Last week Union Finance Minister Nirmala Sitharaman told the Rajya Sabha that scheduled commercial banks had written off Rs 10 trillion of bad loans in five years and that only 13 per cent of the write-off had been recovered. Separately, the cumulative recovery of bad loans through the Insolvency and Bankruptcy Code (IBC) until September (since the IBC came into existence in 2016) has been just 30.8 per cent. To those who have read my previous 10 articles on the origin of bad loans and the IBC’s role in recovery, this would not come as a surprise. While these two issues (bad loans in banks and the IBC recovery process) seem independent, they are interconnected because the first determines the outcome of the second. Let me lay out the picture again. The bulk of the bad loans originates in public-sector banks (PSBs). Many loans are designed to go bad. From the sanction stage, there is corruption. Once the case is referred to the IBC, there is no asset left to recover. I have explained this repeatedly since 2014 in the context of reforms of PSBs and what the IBC can actually deliver. The data has now proved this view.

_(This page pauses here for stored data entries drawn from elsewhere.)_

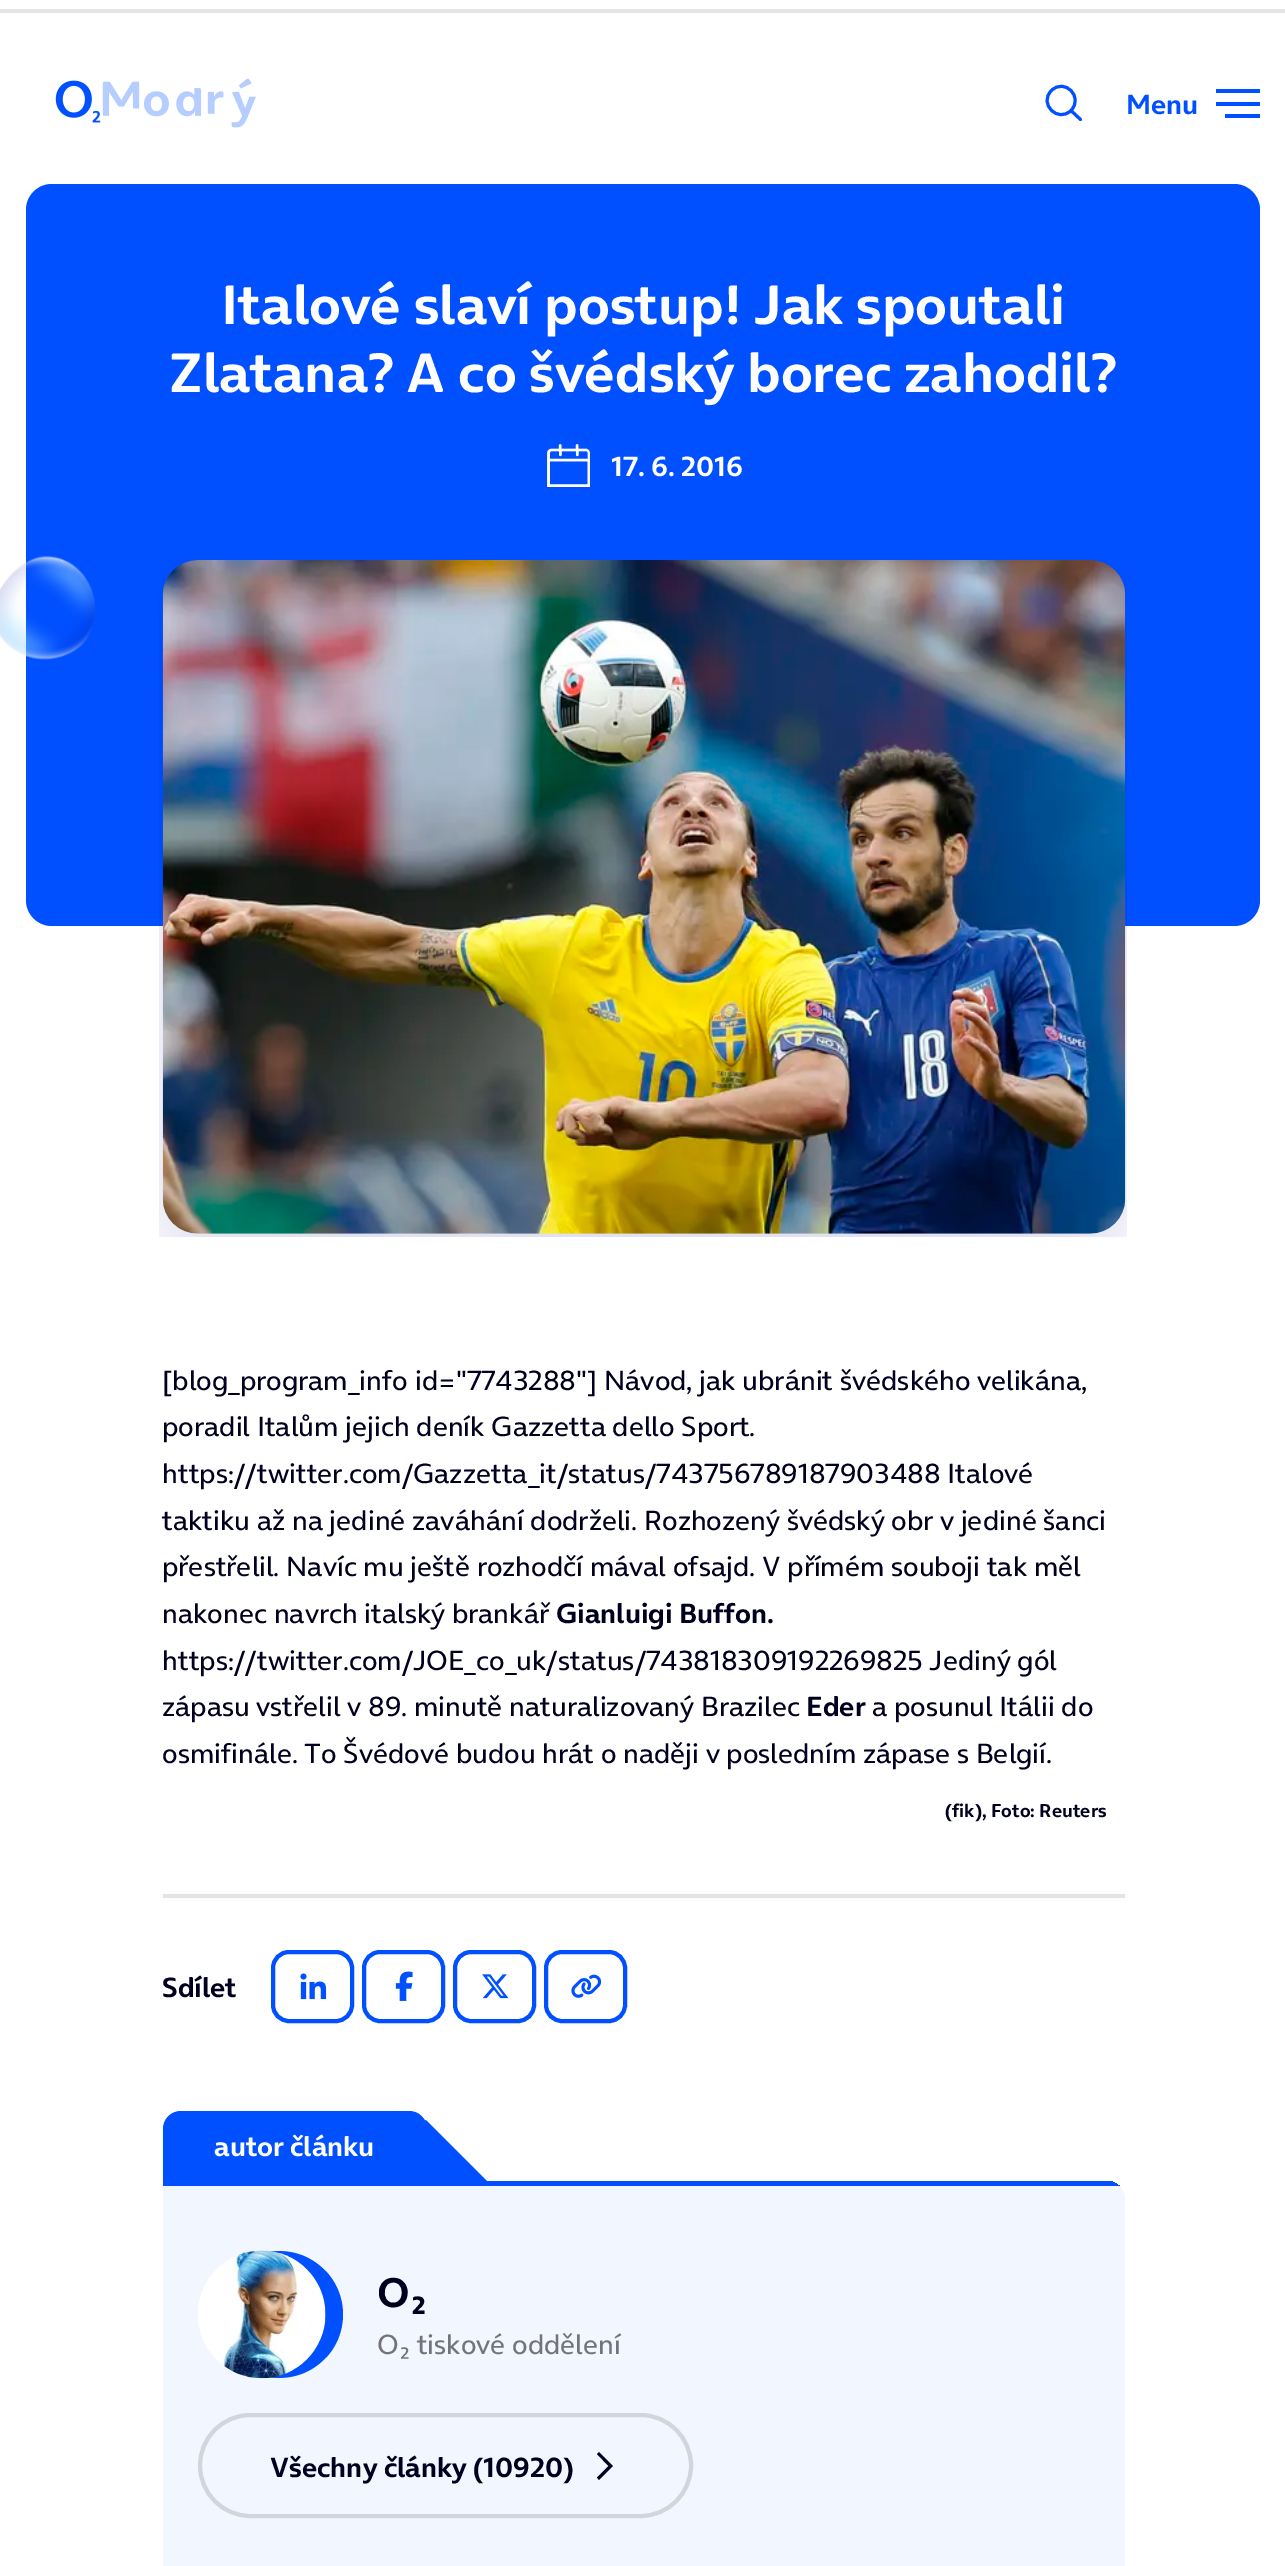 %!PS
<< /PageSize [1285 2566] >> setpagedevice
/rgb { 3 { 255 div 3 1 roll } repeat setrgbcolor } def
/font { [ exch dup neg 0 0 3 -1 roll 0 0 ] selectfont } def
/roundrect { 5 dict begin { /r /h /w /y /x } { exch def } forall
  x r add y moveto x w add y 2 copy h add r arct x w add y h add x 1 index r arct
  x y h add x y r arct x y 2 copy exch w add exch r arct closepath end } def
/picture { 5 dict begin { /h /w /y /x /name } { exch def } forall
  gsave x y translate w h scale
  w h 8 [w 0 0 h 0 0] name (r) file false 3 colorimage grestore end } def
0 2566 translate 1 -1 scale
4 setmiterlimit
255 255 255 rgb
0 0 1285 2566 rectfill
228 228 229 rgb
0 9 1285 4 rectfill
(img/1.rgb) 55 78 201 50 picture
0 80 255 rgb
3 setlinewidth
1 setlinecap
1 setlinejoin
1080.5 119.5 moveto 1071.5 111 lineto 1071 110.5 moveto 1058 123.5 1038 103.5 1051.5 90.5 curveto 1064.5 77.5 1084 97 1071 110.5 curveto closepath stroke
[
  [1216 89 44 4 0 80 255]
  [1216 102 44 4 0 80 255]
  [1225 114 35 4 0 80 255]
] { aload pop rgb rectfill } forall
26 184 1234 742 26 roundrect fill
(img/2.rgb) 547 444 43 43 picture
(img/3.rgb) 159 560 968 677 picture
(img/4.rgb) 0 555 96 105 picture
(img/5.rgb) 912 574 92 98 picture
228 228 229 rgb
163 1894 962 4 rectfill
0 80 255 rgb
4 setlinewidth
0 setlinecap
0 setlinejoin
273 1952 79 69 16 roundrect stroke
(img/6.rgb) 300 1973 27 27 picture
364 1952 79 69 16 roundrect stroke
(img/7.rgb) 395 1971 18 30 picture
455 1952 79 69 16 roundrect stroke
(img/8.rgb) 482 1974 27 25 picture
546 1952 79 69 16 roundrect stroke
(img/9.rgb) 571 1974 31 24 picture
181 2111 moveto 409 2111 lineto 419 2111 427 2119 427 2129 curveto 427 2181 lineto 163 2181 lineto 163 2129 lineto 163 2119 171 2111 181 2111 curveto closepath fill
/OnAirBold-Bold 28 font
1126 114 moveto (Menu) show
/OnAirBold-Bold 56 font
255 255 255 rgb
221 324 moveto (Italové slaví postup! Jak spoutali) show
169 392 moveto (Zlatana? A co švédský borec zahodil?) show
/OnAirBold-Bold 28 font
611 476 moveto (17. 6. 2016) show
/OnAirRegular-Regular 28 font
0 0 30 rgb
[
  [([blog_program_info id="7743288"] Návod, jak ubránit švédského velikána,) 162 1390]
  [(poradil Italům jejich deník Gazzetta dello Sport.) 162 1436]
  [(https://twitter.com/Gazzetta_it/status/743756789187903488 Italové) 162 1483]
  [(taktiku až na jediné zaváhání dodrželi. Rozhozený švédský obr v jediné šanci) 162 1530]
  [(přestřelil. Navíc mu ještě rozhodčí mával ofsajd. V přímém souboji tak měl) 162 1576]
  [(nakonec navrch italský brankář) 162 1623]
] { aload pop moveto show } forall
/OnAirBold-Bold 28 font
556 1623 moveto (Gianluigi Buffon.) show
/OnAirRegular-Regular 28 font
162 1670 moveto (https://twitter.com/JOE_co_uk/status/743818309192269825 Jediný gól) show
162 1716 moveto (zápasu vstřelil v 89. minutě naturalizovaný Brazilec) show
/OnAirBold-Bold 28 font
806 1716 moveto (Eder) show
/OnAirRegular-Regular 28 font
872 1716 moveto (a posunul Itálii do) show
162 1763 moveto (osmifinále. To Švédové budou hrát o naději v posledním zápase s Belgií.) show
/OnAirBold-Bold 18.75 font
945 1817 moveto (\(fik\), Foto: Reuters) show
/OnAirBold-Bold 28 font
162 1997 moveto (Sdílet) show
255 255 255 rgb
214 2156 moveto (autor článku) show
0 80 255 rgb
426 2120 moveto 487 2181 lineto 426 2243 lineto 364 2181 lineto closepath fill
242 246 255 rgb
163 2181 moveto 1107 2181 lineto 1117 2181 1125 2189 1125 2199 curveto 1125 2566 lineto 1125 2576 1117 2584 1107 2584 curveto 181 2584 lineto 171 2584 163 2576 163 2566 curveto closepath fill
gsave
163 2181 moveto 1107 2181 lineto 1117 2181 1125 2189 1125 2199 curveto 1125 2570 lineto 1125 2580 1117 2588 1107 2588 curveto 181 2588 lineto 171 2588 163 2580 163 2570 curveto closepath clip newpath
0 80 255 rgb
163 2181 962 5 rectfill
grestore
0 80 255 rgb
215 2251 128 127 63.5 roundrect fill
(img/10.rgb) 198 2250 128 129 picture
/OnAirBold-Bold 42 font
0 0 30 rgb
377 2307 moveto (O₂) show
/OnAirRegular-Regular 28 font
115 115 125 rgb
377 2354 moveto (O₂ tiskové oddělení) show
211 213 222 rgb
200 2415 491 101 50.5 roundrect stroke
/OnAirBold-Bold 28 font
0 0 30 rgb
270 2477 moveto (Všechny články \(10920\)) show
597 2454 moveto 608.5 2466 lineto 597 2477.5 lineto 599 2480 lineto 613 2466 lineto 599 2452 lineto closepath fill
showpage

Corruption and bad loans: What is surprising is that all those who are engaged in handling, commenting on, and resolving the monumental bad-loan crisis never saw or acknowledged that the single-biggest reason for bad loans is right in front of them, hidden in plain sight: Corruption in sanctioning loans. And hence, nothing has ever been done to make bank officers accountable. On the contrary, officials of the Reserve Bank of India (RBI), Ministry of Finance, and bank officials have all blamed the problem of bad loans on two external factors: Genuine business failures and poor bankruptcy laws. While all the time, it is the bankers themselves who are responsible for ensuring that public money enriched the so-called bankrupt promoters.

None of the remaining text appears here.